▶ _AIM OF THE TASK_:
In your answer, repeat each line of the data exactly.

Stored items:
--- START ---
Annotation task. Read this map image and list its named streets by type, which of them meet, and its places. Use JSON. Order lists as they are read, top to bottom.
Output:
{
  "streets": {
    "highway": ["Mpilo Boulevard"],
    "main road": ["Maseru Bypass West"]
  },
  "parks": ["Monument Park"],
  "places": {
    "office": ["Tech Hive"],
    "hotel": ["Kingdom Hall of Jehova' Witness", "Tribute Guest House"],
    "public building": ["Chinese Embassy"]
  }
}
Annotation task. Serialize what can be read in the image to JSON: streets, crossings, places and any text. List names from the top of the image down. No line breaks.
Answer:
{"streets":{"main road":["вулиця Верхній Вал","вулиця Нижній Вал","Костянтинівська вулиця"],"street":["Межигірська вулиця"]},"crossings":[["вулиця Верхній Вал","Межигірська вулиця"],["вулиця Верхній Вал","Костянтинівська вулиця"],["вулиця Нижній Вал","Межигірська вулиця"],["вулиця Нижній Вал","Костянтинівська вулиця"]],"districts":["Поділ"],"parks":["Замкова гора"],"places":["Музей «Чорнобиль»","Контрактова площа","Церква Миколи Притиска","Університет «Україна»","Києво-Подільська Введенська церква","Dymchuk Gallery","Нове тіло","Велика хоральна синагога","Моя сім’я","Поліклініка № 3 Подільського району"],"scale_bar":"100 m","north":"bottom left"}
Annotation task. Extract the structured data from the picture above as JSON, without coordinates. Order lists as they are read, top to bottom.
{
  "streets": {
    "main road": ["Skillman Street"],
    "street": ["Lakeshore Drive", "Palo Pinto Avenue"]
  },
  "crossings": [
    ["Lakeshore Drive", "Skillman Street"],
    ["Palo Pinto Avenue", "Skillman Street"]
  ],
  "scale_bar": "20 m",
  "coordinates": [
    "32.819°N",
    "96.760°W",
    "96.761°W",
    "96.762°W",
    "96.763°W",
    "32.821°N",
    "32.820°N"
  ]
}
--- END ---
▶ _REPLY_:
Annotation task. Read this map image and list its named streets by type, which of them meet, and its places. Use JSON. Order lists as they are read, top to bottom.
Output:
{
  "streets": {
    "highway": ["Mpilo Boulevard"],
    "main road": ["Maseru Bypass West"]
  },
  "parks": ["Monument Park"],
  "places": {
    "office": ["Tech Hive"],
    "hotel": ["Kingdom Hall of Jehova' Witness", "Tribute Guest House"],
    "public building": ["Chinese Embassy"]
  }
}
Annotation task. Serialize what can be read in the image to JSON: streets, crossings, places and any text. List names from the top of the image down. No line breaks.
Answer:
{"streets":{"main road":["вулиця Верхній Вал","вулиця Нижній Вал","Костянтинівська вулиця"],"street":["Межигірська вулиця"]},"crossings":[["вулиця Верхній Вал","Межигірська вулиця"],["вулиця Верхній Вал","Костянтинівська вулиця"],["вулиця Нижній Вал","Межигірська вулиця"],["вулиця Нижній Вал","Костянтинівська вулиця"]],"districts":["Поділ"],"parks":["Замкова гора"],"places":["Музей «Чорнобиль»","Контрактова площа","Церква Миколи Притиска","Університет «Україна»","Києво-Подільська Введенська церква","Dymchuk Gallery","Нове тіло","Велика хоральна синагога","Моя сім’я","Поліклініка № 3 Подільського району"],"scale_bar":"100 m","north":"bottom left"}
Annotation task. Extract the structured data from the picture above as JSON, without coordinates. Order lists as they are read, top to bottom.
{
  "streets": {
    "main road": ["Skillman Street"],
    "street": ["Lakeshore Drive", "Palo Pinto Avenue"]
  },
  "crossings": [
    ["Lakeshore Drive", "Skillman Street"],
    ["Palo Pinto Avenue", "Skillman Street"]
  ],
  "scale_bar": "20 m",
  "coordinates": [
    "32.819°N",
    "96.760°W",
    "96.761°W",
    "96.762°W",
    "96.763°W",
    "32.821°N",
    "32.820°N"
  ]
}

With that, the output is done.